Eindeutige Publikumsfavoriten waren Manuel Legris und Laurent Hilaire mit Béjarts „Lieder eines fahrenden Gesellen“ (wie wär‘s denn mit einer Stuttgarter Wiederaufnahme, Mr. Anderson?) und dazu der Shooting Star des Bolschoi-Balletts, Nikolai Tsikaridze mit dem alle seine Manierismen perfekt sublimierenden „Narcisse“-Solo von Goleisowsky (offenbar der russische Nachfolger von Ruzimatov, aber mit der entschieden besseren Figur). Sehr positiv beeindruckt war ich auch von dem mit großer Autorität zelebrierten „Raymonda“-Pas-de-deux, mit Elizabeth Platel und dem mir neuen Yann Saiz, einem veritablen Danseur noble.

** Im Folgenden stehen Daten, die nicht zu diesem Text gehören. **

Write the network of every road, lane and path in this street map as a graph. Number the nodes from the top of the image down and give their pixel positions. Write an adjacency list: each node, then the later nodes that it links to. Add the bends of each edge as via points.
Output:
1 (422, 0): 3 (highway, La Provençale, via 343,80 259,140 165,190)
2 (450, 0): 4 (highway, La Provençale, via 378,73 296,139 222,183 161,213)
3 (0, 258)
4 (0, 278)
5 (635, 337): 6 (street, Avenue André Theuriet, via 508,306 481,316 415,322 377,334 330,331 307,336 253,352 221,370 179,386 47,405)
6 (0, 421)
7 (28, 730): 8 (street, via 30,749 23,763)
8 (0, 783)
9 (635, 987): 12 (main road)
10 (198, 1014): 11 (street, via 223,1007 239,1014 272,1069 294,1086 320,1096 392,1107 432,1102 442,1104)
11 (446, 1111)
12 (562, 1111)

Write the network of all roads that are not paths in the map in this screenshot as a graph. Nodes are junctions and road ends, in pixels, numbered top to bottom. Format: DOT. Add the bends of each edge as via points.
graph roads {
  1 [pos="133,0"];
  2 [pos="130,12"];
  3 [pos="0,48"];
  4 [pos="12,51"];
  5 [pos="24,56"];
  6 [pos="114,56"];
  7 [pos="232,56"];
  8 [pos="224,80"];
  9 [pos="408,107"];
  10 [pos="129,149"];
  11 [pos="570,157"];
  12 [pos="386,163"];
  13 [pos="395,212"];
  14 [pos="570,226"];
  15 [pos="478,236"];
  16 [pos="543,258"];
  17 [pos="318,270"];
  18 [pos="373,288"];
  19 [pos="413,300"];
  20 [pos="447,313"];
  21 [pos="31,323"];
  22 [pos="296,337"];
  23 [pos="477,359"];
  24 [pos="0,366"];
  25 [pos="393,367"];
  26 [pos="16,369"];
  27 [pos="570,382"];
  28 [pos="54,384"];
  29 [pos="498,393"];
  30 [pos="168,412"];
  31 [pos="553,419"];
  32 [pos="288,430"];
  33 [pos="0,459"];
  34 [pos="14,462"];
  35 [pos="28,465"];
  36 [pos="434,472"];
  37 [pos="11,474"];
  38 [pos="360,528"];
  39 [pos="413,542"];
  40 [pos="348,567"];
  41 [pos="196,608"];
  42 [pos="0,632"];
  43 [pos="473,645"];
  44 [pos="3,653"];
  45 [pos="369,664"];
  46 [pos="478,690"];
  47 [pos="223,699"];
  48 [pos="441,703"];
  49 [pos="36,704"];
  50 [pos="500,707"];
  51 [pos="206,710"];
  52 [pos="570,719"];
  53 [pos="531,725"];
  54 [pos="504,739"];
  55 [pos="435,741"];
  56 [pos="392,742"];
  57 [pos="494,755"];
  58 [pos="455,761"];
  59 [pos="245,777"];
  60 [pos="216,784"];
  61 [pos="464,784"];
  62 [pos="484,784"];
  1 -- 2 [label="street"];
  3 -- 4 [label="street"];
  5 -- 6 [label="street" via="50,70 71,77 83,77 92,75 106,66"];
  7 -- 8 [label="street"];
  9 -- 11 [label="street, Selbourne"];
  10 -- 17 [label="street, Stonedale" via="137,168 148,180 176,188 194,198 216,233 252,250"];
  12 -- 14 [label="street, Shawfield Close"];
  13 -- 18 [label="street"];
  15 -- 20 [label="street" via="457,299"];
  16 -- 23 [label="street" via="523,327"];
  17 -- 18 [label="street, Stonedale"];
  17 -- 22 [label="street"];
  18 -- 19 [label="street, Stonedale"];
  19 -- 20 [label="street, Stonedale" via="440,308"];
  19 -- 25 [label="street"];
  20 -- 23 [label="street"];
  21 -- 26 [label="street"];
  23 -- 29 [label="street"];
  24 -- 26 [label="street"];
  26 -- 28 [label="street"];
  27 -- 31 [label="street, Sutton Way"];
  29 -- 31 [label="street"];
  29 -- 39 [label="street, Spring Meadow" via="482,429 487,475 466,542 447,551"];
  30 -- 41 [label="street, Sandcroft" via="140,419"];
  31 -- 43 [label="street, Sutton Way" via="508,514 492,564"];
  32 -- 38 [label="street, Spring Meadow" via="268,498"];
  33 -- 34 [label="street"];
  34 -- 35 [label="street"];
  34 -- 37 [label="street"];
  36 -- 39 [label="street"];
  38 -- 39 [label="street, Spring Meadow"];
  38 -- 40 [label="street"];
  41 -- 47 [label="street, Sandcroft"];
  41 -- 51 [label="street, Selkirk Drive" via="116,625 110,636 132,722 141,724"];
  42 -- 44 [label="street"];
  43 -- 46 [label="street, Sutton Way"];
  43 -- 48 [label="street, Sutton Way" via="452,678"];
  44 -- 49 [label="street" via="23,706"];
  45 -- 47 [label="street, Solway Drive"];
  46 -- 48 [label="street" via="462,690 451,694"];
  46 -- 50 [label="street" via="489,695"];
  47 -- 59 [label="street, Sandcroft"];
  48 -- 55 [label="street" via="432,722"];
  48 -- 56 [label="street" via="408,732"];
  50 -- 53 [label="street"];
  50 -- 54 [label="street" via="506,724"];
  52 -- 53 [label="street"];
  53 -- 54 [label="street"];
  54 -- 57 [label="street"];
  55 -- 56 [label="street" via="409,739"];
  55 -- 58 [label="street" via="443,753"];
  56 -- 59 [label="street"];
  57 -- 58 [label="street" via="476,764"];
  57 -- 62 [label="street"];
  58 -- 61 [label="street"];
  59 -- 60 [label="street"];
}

Alles in allem eine Gala, wie ich, der ich für Galas nicht sonderlich viel übrig habe, sie mir wünsche – abwechslungsreich, mit immer wieder anders pointierten Höhepunkten. Dazu gehörte auch das Solo von Kader Belarbi mit der erst historisch akribisch auszirkulierten und dann frei variierten „Bach-Suite 2“ und das „Bayadère“-Corps – mit Loscavio, Polikarpova und Jurgensen, das seit der Premiere in der Harmonisierung seiner Enchainements – trotz einiger Wackler – merklich vorangekommen ist. Also dann toi-toi-toi für die morgen beginnende Reise nach St. Petersburg!